- _WHAT TO DO_:
The answer is every line of the records that holds the word "Generała", copied in full.

Saved data entries

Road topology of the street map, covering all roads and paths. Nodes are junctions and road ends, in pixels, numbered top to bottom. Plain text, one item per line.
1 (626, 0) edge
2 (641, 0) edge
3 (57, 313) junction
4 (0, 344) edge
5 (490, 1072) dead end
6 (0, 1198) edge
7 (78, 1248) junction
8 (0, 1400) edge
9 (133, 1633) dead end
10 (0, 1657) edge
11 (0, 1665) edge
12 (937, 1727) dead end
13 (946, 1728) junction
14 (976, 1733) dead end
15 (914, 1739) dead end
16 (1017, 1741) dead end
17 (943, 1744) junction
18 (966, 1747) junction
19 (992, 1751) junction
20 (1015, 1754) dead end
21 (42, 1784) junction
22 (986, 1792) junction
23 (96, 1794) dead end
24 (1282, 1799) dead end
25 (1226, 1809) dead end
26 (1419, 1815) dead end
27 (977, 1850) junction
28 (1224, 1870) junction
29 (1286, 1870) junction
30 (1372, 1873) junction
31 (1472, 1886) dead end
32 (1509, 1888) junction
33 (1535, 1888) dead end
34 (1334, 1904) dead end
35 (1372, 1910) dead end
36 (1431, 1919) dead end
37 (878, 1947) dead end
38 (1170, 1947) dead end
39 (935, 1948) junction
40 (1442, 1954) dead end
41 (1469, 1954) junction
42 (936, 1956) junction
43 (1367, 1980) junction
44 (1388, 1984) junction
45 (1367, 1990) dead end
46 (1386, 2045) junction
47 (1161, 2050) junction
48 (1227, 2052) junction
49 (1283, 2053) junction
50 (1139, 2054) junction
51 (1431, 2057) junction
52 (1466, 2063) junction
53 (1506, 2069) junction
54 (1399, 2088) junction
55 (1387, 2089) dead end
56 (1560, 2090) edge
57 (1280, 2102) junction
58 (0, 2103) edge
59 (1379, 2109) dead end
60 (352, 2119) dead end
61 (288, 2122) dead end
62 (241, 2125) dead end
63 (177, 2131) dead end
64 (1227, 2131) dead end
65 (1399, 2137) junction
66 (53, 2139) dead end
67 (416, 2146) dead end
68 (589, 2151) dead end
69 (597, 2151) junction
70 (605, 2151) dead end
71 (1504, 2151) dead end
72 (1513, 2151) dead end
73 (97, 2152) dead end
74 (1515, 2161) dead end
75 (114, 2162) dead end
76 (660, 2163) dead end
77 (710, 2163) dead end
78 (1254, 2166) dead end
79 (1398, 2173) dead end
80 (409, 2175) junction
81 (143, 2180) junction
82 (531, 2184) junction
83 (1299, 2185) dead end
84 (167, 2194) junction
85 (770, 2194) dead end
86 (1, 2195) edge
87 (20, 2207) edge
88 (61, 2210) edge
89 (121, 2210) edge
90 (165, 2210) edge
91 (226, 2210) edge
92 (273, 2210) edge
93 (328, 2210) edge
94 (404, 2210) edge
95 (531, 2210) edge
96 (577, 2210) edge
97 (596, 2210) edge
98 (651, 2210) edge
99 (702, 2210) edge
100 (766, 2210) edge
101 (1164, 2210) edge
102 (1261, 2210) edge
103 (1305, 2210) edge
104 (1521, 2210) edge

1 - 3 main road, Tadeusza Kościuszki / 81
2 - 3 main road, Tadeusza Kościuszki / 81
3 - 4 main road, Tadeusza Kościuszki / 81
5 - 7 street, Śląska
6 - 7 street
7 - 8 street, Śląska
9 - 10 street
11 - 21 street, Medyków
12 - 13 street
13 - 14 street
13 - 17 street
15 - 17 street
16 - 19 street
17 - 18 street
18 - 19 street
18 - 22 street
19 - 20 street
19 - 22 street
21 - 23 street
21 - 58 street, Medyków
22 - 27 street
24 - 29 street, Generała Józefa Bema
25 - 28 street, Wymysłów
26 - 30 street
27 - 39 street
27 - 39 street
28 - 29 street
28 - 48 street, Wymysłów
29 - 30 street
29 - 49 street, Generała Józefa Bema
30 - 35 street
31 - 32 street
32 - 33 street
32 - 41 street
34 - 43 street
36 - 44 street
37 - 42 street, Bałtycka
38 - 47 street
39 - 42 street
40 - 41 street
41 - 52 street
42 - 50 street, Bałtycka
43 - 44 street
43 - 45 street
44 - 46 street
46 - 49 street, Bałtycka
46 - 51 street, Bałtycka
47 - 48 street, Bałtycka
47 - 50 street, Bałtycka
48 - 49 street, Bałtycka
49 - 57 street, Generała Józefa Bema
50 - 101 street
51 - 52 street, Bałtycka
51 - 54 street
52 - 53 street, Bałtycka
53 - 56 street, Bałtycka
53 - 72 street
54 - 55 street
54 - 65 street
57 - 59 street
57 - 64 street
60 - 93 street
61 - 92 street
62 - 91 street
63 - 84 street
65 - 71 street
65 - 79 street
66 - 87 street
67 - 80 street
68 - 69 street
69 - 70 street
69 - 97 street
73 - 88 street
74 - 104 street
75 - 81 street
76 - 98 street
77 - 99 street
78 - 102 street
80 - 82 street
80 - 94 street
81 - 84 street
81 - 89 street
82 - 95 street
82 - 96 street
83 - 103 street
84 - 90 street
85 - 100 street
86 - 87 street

- _YOUR RESPONSE_:
24 - 29 street, Generała Józefa Bema
29 - 49 street, Generała Józefa Bema
49 - 57 street, Generała Józefa Bema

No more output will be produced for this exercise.